Finnish President Sauli Niinisto and Prime Minister Sanna Marin made the announcement at the presidential palace.
Russian President Vladimir Putin — whose invasion of neighbouring Ukraine has prompted Finland and Sweden to seek Nato membership — tried to dissuade Mr Niinisto on Saturday, warning it would be a “grave error” and might prompt Russia to deploy nuclear warheads in its western exclave of Kaliningrad.
And Finland and Sweden’s accession could be slowed by Turkey, whose President Recep Tayyip Erdogan said on Saturday that their bids were “unacceptable and outrageous” because of what he said was their support for Kurdish nationalist groups. He said Turkey would not repeat the mistake it had made in allowing Greece to join.
Every Nato member can veto new accessions, but Nato deputy secretary-general Mircea Geoana suggested today that he believed Turkish objections could be smoothed over.
Turkey may press Sweden and Finland to crack down on Kurdish organisations in return for membership. Finland would add over 800 miles of direct Nato-Russia border, likely accelerating the military build-up in eastern Europe.
Russian Deputy Foreign Minister Alexander Grushko said Finnish and Swedish accession would force the militarisation of the Arctic.

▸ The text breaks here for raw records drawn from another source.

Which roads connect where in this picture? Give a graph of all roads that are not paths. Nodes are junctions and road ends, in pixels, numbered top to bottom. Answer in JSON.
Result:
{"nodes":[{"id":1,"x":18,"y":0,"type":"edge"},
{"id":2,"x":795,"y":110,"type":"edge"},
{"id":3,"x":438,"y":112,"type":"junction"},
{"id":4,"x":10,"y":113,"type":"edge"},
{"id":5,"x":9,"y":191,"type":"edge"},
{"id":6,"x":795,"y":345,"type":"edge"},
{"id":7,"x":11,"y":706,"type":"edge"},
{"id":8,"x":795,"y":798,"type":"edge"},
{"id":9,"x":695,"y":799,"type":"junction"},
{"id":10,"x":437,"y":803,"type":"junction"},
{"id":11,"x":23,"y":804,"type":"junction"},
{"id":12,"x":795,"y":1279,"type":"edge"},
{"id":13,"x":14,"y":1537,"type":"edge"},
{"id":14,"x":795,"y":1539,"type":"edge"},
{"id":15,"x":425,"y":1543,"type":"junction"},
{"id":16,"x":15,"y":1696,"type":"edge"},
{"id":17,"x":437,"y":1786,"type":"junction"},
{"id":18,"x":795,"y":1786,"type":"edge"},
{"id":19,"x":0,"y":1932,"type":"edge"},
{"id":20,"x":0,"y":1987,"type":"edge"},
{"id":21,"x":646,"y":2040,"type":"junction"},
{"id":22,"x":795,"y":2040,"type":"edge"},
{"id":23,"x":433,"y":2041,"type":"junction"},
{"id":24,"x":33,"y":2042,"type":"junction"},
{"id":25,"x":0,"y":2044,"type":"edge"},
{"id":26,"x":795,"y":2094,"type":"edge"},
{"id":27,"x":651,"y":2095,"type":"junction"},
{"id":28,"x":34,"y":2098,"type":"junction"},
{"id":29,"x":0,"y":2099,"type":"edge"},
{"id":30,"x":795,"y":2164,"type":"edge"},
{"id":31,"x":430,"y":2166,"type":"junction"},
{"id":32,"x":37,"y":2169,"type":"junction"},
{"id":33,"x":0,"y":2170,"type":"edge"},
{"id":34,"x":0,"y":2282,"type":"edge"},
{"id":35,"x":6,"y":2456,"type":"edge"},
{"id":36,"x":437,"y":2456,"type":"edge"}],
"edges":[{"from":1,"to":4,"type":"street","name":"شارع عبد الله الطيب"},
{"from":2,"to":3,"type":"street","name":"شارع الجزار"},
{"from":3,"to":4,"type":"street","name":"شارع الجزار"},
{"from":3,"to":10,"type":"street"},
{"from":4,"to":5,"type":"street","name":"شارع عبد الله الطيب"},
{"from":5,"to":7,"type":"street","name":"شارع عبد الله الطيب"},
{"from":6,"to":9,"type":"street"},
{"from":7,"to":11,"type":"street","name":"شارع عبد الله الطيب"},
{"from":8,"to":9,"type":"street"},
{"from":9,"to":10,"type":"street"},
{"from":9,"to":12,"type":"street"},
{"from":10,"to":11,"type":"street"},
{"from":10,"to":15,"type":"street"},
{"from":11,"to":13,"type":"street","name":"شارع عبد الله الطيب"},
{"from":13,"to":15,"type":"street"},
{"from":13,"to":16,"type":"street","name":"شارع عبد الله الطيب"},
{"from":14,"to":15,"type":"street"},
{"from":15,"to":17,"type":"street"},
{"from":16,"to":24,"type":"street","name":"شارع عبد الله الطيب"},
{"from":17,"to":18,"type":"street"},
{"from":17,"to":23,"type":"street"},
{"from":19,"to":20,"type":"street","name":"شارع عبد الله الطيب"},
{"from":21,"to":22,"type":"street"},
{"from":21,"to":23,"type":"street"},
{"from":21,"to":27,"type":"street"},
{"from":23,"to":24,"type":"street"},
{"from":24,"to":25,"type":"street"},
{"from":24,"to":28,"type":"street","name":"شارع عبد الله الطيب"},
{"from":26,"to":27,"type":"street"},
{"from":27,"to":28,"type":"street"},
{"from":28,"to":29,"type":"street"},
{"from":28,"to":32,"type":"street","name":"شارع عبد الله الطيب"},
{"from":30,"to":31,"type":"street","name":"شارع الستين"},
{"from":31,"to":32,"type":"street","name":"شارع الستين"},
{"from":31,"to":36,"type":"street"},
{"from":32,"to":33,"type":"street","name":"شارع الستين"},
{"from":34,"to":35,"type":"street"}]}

Fighting in Ukraine continued over the weekend, with Ukrainian officials saying that Russian troops were pulling back from the country’s second-biggest city Kharkiv.
But the assault on Ukrainian-held areas of the Donbass continued, with mortar, artillery and air strikes against Ukrainian positions.
Both Russian and Ukrainian troops claimed to have taken or liberated various Donbass towns as the front line shifts.
Ukrainian President Volodymyr Zelensky said that his armies were “forcing the occupiers to leave Ukrainian land step by step” and vowed after the country’s Eurovision song contest win on Saturday night that it would host a future contest in Mariupol, the Black Sea port currently occupied by Russian troops.
G7 leaders meeting in Germany called on Russia to allow the export of Ukrainian grain from Black Sea ports, warning that Mr Putin would be responsible for global food shortages otherwise.
But the Russian Foreign Ministry said soaring food prices were the result of Western sanctions on its own grain exports and declined to comply.